▶ What the exercise asks:
The data must be returned exactly. No line may be left out.

▶ Data shown:
"""

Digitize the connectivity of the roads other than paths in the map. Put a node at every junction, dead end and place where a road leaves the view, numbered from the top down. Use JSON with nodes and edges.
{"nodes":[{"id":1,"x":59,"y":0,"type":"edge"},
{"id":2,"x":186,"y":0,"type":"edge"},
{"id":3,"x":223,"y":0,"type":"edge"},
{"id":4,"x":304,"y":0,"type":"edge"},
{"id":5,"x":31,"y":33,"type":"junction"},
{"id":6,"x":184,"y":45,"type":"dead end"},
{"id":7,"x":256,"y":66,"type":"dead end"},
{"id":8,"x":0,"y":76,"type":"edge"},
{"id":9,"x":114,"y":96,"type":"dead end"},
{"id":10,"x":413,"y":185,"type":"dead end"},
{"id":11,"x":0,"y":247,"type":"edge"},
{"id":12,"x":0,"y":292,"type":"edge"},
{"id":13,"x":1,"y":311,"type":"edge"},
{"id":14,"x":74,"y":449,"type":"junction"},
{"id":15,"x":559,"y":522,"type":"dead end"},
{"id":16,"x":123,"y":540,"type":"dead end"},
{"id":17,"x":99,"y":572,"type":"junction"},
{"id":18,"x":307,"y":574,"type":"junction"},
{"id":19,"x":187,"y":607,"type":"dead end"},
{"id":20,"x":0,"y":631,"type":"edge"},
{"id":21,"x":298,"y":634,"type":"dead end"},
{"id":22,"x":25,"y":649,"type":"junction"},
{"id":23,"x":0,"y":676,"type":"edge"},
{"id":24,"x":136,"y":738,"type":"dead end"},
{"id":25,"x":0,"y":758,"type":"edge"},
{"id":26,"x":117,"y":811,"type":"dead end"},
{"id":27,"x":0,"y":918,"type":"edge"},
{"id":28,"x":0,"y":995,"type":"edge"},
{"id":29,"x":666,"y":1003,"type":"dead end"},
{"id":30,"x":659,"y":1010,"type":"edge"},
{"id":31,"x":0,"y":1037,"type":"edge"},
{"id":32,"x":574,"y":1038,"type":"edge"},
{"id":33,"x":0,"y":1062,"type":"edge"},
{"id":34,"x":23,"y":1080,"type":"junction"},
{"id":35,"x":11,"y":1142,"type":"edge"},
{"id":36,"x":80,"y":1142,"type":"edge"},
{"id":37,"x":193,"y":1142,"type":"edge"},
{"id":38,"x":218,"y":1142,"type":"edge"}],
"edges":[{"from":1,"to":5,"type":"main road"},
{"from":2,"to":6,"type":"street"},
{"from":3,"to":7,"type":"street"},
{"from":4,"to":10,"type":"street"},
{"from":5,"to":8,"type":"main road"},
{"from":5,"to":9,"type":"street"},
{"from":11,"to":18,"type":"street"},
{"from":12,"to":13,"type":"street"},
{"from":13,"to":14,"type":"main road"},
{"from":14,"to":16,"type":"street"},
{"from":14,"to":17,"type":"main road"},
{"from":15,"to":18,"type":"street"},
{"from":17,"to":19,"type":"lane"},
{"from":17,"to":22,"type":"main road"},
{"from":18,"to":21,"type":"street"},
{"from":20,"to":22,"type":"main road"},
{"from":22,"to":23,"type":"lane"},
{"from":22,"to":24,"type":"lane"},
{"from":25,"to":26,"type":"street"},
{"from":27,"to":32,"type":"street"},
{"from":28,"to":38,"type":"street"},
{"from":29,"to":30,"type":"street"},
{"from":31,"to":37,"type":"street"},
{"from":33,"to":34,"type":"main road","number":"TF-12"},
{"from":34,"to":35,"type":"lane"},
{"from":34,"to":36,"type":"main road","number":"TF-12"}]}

"""

▶ Reply:
Digitize the connectivity of the roads other than paths in the map. Put a node at every junction, dead end and place where a road leaves the view, numbered from the top down. Use JSON with nodes and edges.
{"nodes":[{"id":1,"x":59,"y":0,"type":"edge"},
{"id":2,"x":186,"y":0,"type":"edge"},
{"id":3,"x":223,"y":0,"type":"edge"},
{"id":4,"x":304,"y":0,"type":"edge"},
{"id":5,"x":31,"y":33,"type":"junction"},
{"id":6,"x":184,"y":45,"type":"dead end"},
{"id":7,"x":256,"y":66,"type":"dead end"},
{"id":8,"x":0,"y":76,"type":"edge"},
{"id":9,"x":114,"y":96,"type":"dead end"},
{"id":10,"x":413,"y":185,"type":"dead end"},
{"id":11,"x":0,"y":247,"type":"edge"},
{"id":12,"x":0,"y":292,"type":"edge"},
{"id":13,"x":1,"y":311,"type":"edge"},
{"id":14,"x":74,"y":449,"type":"junction"},
{"id":15,"x":559,"y":522,"type":"dead end"},
{"id":16,"x":123,"y":540,"type":"dead end"},
{"id":17,"x":99,"y":572,"type":"junction"},
{"id":18,"x":307,"y":574,"type":"junction"},
{"id":19,"x":187,"y":607,"type":"dead end"},
{"id":20,"x":0,"y":631,"type":"edge"},
{"id":21,"x":298,"y":634,"type":"dead end"},
{"id":22,"x":25,"y":649,"type":"junction"},
{"id":23,"x":0,"y":676,"type":"edge"},
{"id":24,"x":136,"y":738,"type":"dead end"},
{"id":25,"x":0,"y":758,"type":"edge"},
{"id":26,"x":117,"y":811,"type":"dead end"},
{"id":27,"x":0,"y":918,"type":"edge"},
{"id":28,"x":0,"y":995,"type":"edge"},
{"id":29,"x":666,"y":1003,"type":"dead end"},
{"id":30,"x":659,"y":1010,"type":"edge"},
{"id":31,"x":0,"y":1037,"type":"edge"},
{"id":32,"x":574,"y":1038,"type":"edge"},
{"id":33,"x":0,"y":1062,"type":"edge"},
{"id":34,"x":23,"y":1080,"type":"junction"},
{"id":35,"x":11,"y":1142,"type":"edge"},
{"id":36,"x":80,"y":1142,"type":"edge"},
{"id":37,"x":193,"y":1142,"type":"edge"},
{"id":38,"x":218,"y":1142,"type":"edge"}],
"edges":[{"from":1,"to":5,"type":"main road"},
{"from":2,"to":6,"type":"street"},
{"from":3,"to":7,"type":"street"},
{"from":4,"to":10,"type":"street"},
{"from":5,"to":8,"type":"main road"},
{"from":5,"to":9,"type":"street"},
{"from":11,"to":18,"type":"street"},
{"from":12,"to":13,"type":"street"},
{"from":13,"to":14,"type":"main road"},
{"from":14,"to":16,"type":"street"},
{"from":14,"to":17,"type":"main road"},
{"from":15,"to":18,"type":"street"},
{"from":17,"to":19,"type":"lane"},
{"from":17,"to":22,"type":"main road"},
{"from":18,"to":21,"type":"street"},
{"from":20,"to":22,"type":"main road"},
{"from":22,"to":23,"type":"lane"},
{"from":22,"to":24,"type":"lane"},
{"from":25,"to":26,"type":"street"},
{"from":27,"to":32,"type":"street"},
{"from":28,"to":38,"type":"street"},
{"from":29,"to":30,"type":"street"},
{"from":31,"to":37,"type":"street"},
{"from":33,"to":34,"type":"main road","number":"TF-12"},
{"from":34,"to":35,"type":"lane"},
{"from":34,"to":36,"type":"main road","number":"TF-12"}]}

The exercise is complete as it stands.